Question

Sound of wavelength $\lambda$ passes through a Quincke's tube, which is adjusted to give a maximum intensity $I_o.$ The two interfering waves have equal Intensities. Find the minimum distance the sliding tube should be moved to give an intensity $\frac{I_o}{2}.$

• A. $\frac{\lambda }{8}$
• B. $\frac{\lambda }{2}$
• C. $\frac{\lambda }{4}$
• D. $\frac{3\lambda }{2}$

Answer 1

The correct option is A $\frac{\lambda }{8}$

The maximum intensity occurs during constructive interferece in Quincke's tube.

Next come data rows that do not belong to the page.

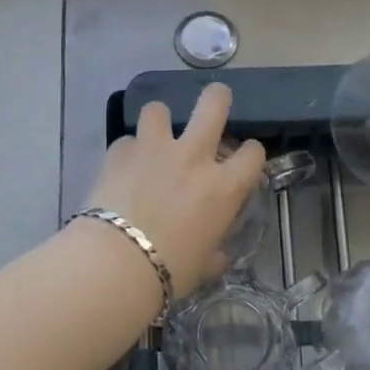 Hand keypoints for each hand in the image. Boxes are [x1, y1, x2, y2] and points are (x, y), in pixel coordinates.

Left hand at [83, 83, 267, 298]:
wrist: (115, 264)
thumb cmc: (169, 271)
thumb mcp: (203, 266)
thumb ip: (214, 254)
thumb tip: (218, 256)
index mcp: (223, 187)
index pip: (253, 153)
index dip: (250, 153)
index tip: (243, 159)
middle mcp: (193, 157)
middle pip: (213, 104)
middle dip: (217, 98)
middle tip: (214, 102)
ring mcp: (154, 150)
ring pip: (159, 109)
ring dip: (159, 121)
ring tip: (154, 137)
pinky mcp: (119, 153)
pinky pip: (126, 141)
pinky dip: (127, 153)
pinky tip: (122, 169)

For two wave interference, we know that,

$I_r=I_1+I_2+2\sqrt{I_1{I}_2}\cos \varphi ..........\left(1\right)$

But, given that $I_1=I_2=I\left(\text{say}\right)$

So, $I_{max}=4I[\because \varphi =0]$

From the data given in the question,

$I=\frac{I_{max}}{4}=\frac{I_o}{4}.........\left(2\right)$

Given that, required intensity $I_r=\frac{I_o}{2}$

From $\left(1\right)$ we can write that,

$\frac{I_o}{2}=I+I+2\sqrt{I\times I}\cos \varphi$

Using $\left(2\right)$ in the above equation we get,

$\cos \varphi =\frac{\frac{I_o}{2}-\frac{I_o}{2}}{2\sqrt{\frac{I_o}{4}}\sqrt{\frac{I_o}{4}}}=0$

$\Rightarrow \varphi =\frac{(2n-1)\pi }{2}\text{where}n=1,2,3,\mathrm{4.....}$

We know that,
Path difference $\left(\Delta x\right)=\frac{\lambda }{2\pi }\times$ Phase difference $\left(\varphi \right)$
$\therefore \Delta x=\frac{\lambda }{2\pi }\times \frac{(2n-1)\pi }{2}=\frac{(2n-1)\lambda }{4}$

For two successive points of constructive interference, in Quincke's tube, the path difference $\Delta x=2x$, where $x$ is the distance moved by tube.

So, the minimum distance the sliding tube should be moved is,
for $n=1$, $x=\left(\frac{\Delta x}{2}\right)=\frac{\lambda }{8}$